Foto: Ensembleszene © Felix Grünschloß
Text:Björn Hayer, am 23. September 2016
Man braucht sich nichts vormachen. In den seltensten Fällen mag die hehre Romantik, um sogleich das Klischee zu benennen, schwer vermittelbare, westliche Männer mit jungen Thailänderinnen zusammengebracht haben. Was ihm oftmals zur ersehnten Zweisamkeit verhilft, bedeutet für sie möglicherweise das Ende der Armut.
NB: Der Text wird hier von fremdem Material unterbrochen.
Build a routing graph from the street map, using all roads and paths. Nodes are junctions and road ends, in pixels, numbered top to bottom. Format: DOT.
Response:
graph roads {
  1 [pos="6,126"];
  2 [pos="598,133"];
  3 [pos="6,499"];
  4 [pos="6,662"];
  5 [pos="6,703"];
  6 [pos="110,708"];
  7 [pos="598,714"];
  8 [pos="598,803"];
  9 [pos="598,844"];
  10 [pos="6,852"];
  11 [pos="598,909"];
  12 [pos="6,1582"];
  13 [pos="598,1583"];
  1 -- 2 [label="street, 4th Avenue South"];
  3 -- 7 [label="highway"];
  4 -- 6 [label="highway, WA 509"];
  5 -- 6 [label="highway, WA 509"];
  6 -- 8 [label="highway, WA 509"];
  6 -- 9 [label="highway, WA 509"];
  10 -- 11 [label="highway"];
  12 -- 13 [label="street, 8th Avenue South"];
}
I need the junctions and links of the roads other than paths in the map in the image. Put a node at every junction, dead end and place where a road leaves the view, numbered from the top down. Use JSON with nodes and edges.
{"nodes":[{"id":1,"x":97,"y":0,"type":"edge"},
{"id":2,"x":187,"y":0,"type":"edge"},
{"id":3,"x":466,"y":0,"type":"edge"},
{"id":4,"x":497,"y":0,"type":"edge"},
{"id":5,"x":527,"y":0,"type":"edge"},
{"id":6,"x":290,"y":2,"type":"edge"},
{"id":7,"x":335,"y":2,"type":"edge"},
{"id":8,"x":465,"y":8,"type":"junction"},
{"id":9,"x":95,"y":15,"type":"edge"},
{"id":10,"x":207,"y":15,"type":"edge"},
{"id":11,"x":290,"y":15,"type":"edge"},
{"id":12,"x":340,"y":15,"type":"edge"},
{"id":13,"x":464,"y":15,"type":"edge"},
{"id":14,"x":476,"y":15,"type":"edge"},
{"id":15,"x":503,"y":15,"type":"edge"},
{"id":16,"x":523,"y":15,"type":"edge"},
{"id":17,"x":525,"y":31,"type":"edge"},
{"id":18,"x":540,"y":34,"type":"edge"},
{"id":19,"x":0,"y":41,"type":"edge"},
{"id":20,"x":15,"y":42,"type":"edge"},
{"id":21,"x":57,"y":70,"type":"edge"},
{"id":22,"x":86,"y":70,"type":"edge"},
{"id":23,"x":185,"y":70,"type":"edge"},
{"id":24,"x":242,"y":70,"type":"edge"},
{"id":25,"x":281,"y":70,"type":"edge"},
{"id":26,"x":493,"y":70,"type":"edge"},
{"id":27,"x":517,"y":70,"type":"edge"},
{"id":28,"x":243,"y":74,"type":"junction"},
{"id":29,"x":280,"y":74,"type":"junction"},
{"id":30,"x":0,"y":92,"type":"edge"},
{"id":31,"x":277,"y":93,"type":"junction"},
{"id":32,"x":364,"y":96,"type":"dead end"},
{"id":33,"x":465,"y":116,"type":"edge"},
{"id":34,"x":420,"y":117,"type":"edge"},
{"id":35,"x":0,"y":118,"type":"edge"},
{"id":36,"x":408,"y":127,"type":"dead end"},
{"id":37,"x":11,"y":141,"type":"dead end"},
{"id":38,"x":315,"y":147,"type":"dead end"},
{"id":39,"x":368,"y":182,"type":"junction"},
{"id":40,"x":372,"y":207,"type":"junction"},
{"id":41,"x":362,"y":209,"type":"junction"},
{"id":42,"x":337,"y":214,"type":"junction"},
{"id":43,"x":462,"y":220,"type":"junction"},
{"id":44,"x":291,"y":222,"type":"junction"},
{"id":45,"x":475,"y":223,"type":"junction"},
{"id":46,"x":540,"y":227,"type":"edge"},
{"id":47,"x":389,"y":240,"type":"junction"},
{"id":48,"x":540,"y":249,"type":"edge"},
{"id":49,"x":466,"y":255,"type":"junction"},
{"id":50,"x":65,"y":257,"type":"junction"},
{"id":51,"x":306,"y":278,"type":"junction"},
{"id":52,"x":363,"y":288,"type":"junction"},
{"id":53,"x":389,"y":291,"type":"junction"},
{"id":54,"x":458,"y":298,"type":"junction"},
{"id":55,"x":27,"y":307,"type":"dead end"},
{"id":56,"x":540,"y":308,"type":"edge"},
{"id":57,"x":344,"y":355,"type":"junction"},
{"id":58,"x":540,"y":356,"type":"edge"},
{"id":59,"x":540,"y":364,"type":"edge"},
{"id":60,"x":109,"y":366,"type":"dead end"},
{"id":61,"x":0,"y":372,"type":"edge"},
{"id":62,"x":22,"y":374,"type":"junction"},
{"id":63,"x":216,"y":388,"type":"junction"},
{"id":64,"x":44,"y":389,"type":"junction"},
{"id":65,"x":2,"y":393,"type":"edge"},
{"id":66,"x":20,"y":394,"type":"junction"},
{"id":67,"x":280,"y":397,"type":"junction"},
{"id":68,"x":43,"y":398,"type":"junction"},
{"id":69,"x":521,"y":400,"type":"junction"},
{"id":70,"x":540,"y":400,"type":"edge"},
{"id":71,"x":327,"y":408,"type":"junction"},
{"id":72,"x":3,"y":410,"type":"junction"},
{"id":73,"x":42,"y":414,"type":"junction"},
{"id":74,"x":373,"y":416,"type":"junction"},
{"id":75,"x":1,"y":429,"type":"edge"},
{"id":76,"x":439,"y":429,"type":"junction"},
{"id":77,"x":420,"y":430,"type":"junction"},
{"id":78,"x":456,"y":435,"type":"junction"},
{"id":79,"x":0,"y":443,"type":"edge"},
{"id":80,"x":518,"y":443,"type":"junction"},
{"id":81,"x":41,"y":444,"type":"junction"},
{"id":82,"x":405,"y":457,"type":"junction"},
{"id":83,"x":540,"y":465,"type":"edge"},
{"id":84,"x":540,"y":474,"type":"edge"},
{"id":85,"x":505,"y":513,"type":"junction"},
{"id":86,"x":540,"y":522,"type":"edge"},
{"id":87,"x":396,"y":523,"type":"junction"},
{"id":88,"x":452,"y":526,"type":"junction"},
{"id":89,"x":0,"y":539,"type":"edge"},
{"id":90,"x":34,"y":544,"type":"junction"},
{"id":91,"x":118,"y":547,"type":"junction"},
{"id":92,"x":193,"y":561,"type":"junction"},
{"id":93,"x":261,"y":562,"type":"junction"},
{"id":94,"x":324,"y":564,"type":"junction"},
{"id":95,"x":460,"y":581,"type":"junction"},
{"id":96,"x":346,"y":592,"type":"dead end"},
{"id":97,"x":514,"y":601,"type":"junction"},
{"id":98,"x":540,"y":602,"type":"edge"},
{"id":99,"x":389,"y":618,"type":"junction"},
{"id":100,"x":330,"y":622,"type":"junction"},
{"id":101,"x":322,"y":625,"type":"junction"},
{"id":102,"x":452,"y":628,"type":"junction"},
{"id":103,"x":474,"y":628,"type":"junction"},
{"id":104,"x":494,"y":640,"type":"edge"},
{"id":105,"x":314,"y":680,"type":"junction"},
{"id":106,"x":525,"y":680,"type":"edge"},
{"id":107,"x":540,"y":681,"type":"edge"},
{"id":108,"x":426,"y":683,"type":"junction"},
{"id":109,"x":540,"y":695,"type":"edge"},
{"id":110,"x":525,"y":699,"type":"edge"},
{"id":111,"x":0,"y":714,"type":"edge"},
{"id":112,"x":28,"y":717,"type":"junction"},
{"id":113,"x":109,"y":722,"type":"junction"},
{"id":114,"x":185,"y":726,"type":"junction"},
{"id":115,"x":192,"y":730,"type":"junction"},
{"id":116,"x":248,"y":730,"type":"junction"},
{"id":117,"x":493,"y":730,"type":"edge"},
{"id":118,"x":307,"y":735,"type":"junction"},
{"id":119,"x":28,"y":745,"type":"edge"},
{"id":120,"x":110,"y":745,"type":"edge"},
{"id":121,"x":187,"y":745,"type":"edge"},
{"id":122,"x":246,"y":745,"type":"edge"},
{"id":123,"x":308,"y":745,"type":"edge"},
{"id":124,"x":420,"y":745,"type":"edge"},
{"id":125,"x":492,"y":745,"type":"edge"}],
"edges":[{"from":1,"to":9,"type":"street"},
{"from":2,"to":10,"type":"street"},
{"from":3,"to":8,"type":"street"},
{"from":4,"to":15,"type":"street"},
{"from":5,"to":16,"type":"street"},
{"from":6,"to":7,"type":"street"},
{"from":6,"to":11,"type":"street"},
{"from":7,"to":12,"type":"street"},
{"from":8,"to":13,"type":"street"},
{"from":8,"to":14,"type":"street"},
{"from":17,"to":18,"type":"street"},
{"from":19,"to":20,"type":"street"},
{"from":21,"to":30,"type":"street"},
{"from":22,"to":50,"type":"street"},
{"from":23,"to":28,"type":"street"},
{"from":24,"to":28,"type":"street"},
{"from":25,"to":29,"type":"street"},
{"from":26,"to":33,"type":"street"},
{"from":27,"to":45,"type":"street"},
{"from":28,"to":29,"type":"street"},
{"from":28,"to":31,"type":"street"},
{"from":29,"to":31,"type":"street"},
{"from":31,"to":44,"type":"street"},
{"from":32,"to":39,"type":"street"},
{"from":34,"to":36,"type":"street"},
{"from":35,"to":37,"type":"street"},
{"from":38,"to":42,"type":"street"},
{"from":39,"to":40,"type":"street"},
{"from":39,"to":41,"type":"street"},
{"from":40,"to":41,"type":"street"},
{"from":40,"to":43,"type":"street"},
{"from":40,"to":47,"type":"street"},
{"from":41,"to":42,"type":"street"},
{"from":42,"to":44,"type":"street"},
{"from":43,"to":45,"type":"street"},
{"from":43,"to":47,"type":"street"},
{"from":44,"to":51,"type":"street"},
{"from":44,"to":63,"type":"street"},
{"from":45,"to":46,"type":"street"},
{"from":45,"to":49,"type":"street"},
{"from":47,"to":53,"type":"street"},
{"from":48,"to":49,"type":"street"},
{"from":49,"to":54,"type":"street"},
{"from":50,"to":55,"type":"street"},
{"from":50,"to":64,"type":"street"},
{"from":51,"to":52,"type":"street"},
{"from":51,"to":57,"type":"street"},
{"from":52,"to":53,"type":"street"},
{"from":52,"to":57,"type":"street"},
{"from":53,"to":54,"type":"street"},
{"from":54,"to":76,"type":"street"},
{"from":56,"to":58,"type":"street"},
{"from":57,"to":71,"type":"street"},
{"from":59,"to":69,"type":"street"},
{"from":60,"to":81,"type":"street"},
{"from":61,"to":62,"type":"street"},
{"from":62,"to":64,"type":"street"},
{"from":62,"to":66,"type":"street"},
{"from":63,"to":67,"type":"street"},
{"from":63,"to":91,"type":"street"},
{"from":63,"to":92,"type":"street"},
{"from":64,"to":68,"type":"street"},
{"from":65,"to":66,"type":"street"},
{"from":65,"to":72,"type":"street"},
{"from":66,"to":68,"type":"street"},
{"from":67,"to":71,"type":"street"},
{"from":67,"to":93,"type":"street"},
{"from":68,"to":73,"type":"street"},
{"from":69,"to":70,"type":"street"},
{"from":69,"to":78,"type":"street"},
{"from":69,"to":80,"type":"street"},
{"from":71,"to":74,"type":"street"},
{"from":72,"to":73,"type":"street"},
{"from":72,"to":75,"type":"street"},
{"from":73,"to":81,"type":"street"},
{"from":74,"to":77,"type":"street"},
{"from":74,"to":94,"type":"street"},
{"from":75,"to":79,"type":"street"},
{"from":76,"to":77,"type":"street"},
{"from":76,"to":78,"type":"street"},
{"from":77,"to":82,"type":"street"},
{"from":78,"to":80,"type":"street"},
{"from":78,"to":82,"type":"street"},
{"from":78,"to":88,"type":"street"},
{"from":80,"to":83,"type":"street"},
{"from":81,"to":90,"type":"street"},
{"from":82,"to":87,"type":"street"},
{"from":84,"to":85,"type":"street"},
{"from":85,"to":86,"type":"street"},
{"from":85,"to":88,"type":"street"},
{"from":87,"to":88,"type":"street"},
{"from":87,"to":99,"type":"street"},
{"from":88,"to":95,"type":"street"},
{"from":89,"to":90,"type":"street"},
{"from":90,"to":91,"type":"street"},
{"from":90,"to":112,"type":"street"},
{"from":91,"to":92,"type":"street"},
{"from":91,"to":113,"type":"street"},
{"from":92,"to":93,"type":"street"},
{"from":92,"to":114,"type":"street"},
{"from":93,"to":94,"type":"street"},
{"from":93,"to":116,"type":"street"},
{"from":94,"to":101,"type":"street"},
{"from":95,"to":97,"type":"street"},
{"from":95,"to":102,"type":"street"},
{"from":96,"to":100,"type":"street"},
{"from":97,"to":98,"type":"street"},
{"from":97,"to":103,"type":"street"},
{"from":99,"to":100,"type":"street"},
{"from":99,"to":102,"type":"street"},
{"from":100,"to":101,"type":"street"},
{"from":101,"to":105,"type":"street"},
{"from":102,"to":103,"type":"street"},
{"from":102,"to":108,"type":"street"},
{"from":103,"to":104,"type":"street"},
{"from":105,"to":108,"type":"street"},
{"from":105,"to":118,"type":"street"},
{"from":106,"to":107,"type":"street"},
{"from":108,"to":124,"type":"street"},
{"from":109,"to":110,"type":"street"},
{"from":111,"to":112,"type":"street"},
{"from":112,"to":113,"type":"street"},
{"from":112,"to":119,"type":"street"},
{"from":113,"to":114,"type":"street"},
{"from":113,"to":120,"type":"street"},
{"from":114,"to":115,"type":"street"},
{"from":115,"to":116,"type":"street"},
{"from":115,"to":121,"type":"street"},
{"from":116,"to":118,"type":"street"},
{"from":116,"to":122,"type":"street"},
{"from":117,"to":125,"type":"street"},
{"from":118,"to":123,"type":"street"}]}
Geld und Liebe, Zweckrationalität und Hoffnung, Bindungs- und Freiheitsdrang treffen eng aufeinander oder kollidieren eventuell sogar in der Phase der Ernüchterung.
Was es bedeutet, wenn Körper unterschiedlichsten und einander widerstrebenden Ansprüchen ausgeliefert sind, lässt sich an dem spartenübergreifenden Projekt „Happy Hunting Ground“ (Regie: Thanapol Virulhakul) beobachten, das in Kooperation mit dem „Democrazy Theatre Studio“ in Bangkok am Badischen Staatstheater erstmals auf eine europäische Bühne kommt. Aus Interviews mit westlichen Reisenden bzw. „Kunden“ und thailändischen Prostituierten, die der Theaterkritiker und Autor Jürgen Berger minutiös aufgezeichnet hat, ist nun eine Choreographie entstanden. Erinnernd an einen Turnhallenboden, befinden sich vier Asiatinnen (Vidura Amranand, Waywiree Ittianunkul, Jarunun Phantachat, Dujdao Vadhanapakorn) und zwei europäische Männer auf einem blauen Feld. Was sie eint, ist ihre Ertüchtigung. Es wird gejoggt, gedehnt, gekrochen. Zunächst jeder für sich, bis sich allmählich Annäherungen ergeben. Mal laufen die männlichen Protagonisten (Jens Koch und Luis Quintana) den jungen Damen hinterher, ein andermal springen oder klettern Letztere wiederum auf die Herren.
Allein diese teils bewusst sperrig inszenierten Begegnungen zeigen, dass sich nichts so recht fügen will. Zu weit auseinander liegen die Horizonte zwischen den Figuren. Der Dauersport zehrt an ihnen, zeugt von deren Versuchen, im Leben mehr oder weniger allein klar zu kommen oder die eigene Attraktivität zu erhöhen. Gleichwohl bleibt die Grenze zwischen West und Ost, versinnbildlicht in einer schmalen, roten Diagonalen auf dem Boden, bestehen. Und während der Regisseur seine Protagonisten, deren endlose Körperaktivität an Einar Schleefs „Das Sportstück“ (en miniature) erinnert, austoben lässt, hört der Zuschauer Interviews der Thai-Frauen und europäischen Freier. Man hört die Wünsche nach Familie, Behaglichkeit, einem sicheren Auskommen oder schlichtweg Berichte über sexuelle Vorlieben und Abneigungen, geprägt von tiefster, bisweilen erschütternder Ehrlichkeit. Diese O-Töne sind der wahre Schatz der Aufführung, die ansonsten kaum Variation bietet. Im Gegenteil: Die Darstellung bleibt allein auf das Körperliche reduziert, derweil die Texte weitaus mehr Bedeutungsraum und Weite zu erkennen geben. Der Inszenierung geht buchstäblich die Puste aus.